The failure of any indemnified party to give notice as
provided herein shall not relieve the indemnifying party
of its obligations under the preceding subdivisions of
this Section 6, except to the extent that the
indemnifying party is materially prejudiced by the
failure to give such notice. In case any such action is
brought against an indemnified party, the indemnifying
party shall be entitled to participate in and to assume
the defense thereof, jointly with any other indemnifying
party similarly notified to the extent that it may wish,
with counsel reasonably satisfactory to the indemnified
party, unless a conflict of interest exists between such
indemnified and indemnifying parties that would make
representation by the same counsel inappropriate in the
circumstances. After notice from the indemnifying party
to such indemnified party of its election so to assume
the defense thereof, the indemnifying party shall not be
liable for any settlement made by the indemnified party
without its consent (which consent will not
be unreasonably withheld or delayed) or for any legal or
other expenses subsequently incurred by the indemnified
party in connection with the defense thereof other than
reasonable costs of investigation and the legal expenses
(if allowed under the previous sentence).

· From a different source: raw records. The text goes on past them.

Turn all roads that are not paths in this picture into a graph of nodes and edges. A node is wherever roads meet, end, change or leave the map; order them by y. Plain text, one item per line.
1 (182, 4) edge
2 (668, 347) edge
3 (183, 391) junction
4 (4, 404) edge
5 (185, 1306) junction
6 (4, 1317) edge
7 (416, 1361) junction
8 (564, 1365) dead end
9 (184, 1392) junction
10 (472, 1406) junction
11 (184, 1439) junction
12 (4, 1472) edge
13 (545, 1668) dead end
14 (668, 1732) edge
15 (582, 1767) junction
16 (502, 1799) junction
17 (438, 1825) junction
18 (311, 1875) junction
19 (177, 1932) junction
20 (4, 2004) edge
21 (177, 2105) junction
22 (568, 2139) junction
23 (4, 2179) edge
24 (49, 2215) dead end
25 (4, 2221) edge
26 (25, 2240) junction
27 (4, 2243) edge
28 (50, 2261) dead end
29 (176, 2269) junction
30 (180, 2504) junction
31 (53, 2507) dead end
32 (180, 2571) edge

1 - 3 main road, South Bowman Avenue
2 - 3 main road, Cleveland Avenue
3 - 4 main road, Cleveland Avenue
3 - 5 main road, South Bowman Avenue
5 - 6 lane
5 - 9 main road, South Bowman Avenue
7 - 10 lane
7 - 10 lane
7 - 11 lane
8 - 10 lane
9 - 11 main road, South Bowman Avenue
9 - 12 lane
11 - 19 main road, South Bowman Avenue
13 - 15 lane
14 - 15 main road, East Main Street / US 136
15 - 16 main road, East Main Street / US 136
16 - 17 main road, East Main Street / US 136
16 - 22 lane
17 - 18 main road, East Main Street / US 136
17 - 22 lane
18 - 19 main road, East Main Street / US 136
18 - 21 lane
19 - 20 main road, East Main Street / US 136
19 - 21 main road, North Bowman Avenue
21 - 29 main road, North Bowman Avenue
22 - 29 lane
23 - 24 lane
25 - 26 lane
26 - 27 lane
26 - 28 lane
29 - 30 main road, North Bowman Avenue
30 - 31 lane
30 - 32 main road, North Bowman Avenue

No indemnifying party shall, without the consent of the
indemnified party, consent to entry of any judgment or enter
into any settlement which does not include as an
unconditional term thereof the giving by the claimant or
plaintiff to such indemnified party of a release from all
liability in respect to such claim or litigation or imposes
action or limitation on action on such indemnified party.
(d) Indemnification Payments. The indemnification required
by this Section 6 shall be made by periodic payments of the
amount thereof during the course of the investigation or
defense, as and when bills are received or expense, loss,
damage or liability is incurred upon submission of reasonably
sufficient documentation that such expenses have been
incurred. (e) Contribution. If the indemnification
provided for in
this Agreement shall for any reason be unavailable to or
insufficient to hold harmless an indemnified party in
respect of any loss, claim, damage, expense or liability, or
any
action in respect thereof, referred to herein, then the
indemnifying party shall, in lieu of indemnifying such
indemnified party, contribute to the amount paid or payable by
such indemnified party as a result of such loss, claim, damage
or liability, or action in respect thereof, in such proportion
as is appropriate to reflect the relative fault of the Company
and the Shareholders, respectively, with respect to the
statements or omissions which resulted in such loss, claim,
damage, expense or liability, or action in respect thereof, as
well as any other relevant equitable considerations. The
relative fault of each party shall be determined by reference
to whether the untrue or alleged untrue statement of a
material fact or omission or alleged omission to state a
material fact relates to information supplied by the Company
or the Shareholder, the interest of the parties and their
relative knowledge, access to information and opportunity to
correct or prevent such statement or omission. The Company and
the Shareholders agree that it would not be just and equitable
if contributions pursuant to this Agreement were to be
determined by pro rata allocation or by any other method of
allocation which does not take into account the equitable
considerations referred to herein. The amount paid or payable
by an indemnified party as a result of the loss, claim, damage
or liability, or action in respect thereof, referred to above
in this Agreement shall be deemed to include any legal or
other expenses reasonably incurred by such indemnified party
in connection with investigating or defending any such action
or claim. Notwithstanding the provisions herein, a
Shareholder shall not be required to contribute any amount in
excess of the amount by which the proceeds received by the
Shareholder from the sale of the Registrable Securities
pursuant to the Registration Statement exceeds the amount of
any damage which such Shareholder has otherwise been required
to pay by reason of such untrue or alleged untrue statement or
omission or alleged omission. No person guilty of fraudulent
misrepresentation (within the meaning of Section 11(f) of the
Securities Act or the Exchange Act) shall be entitled to
contribution from any person who was not guilty of such
fraudulent misrepresentation. 7.Miscellaneous.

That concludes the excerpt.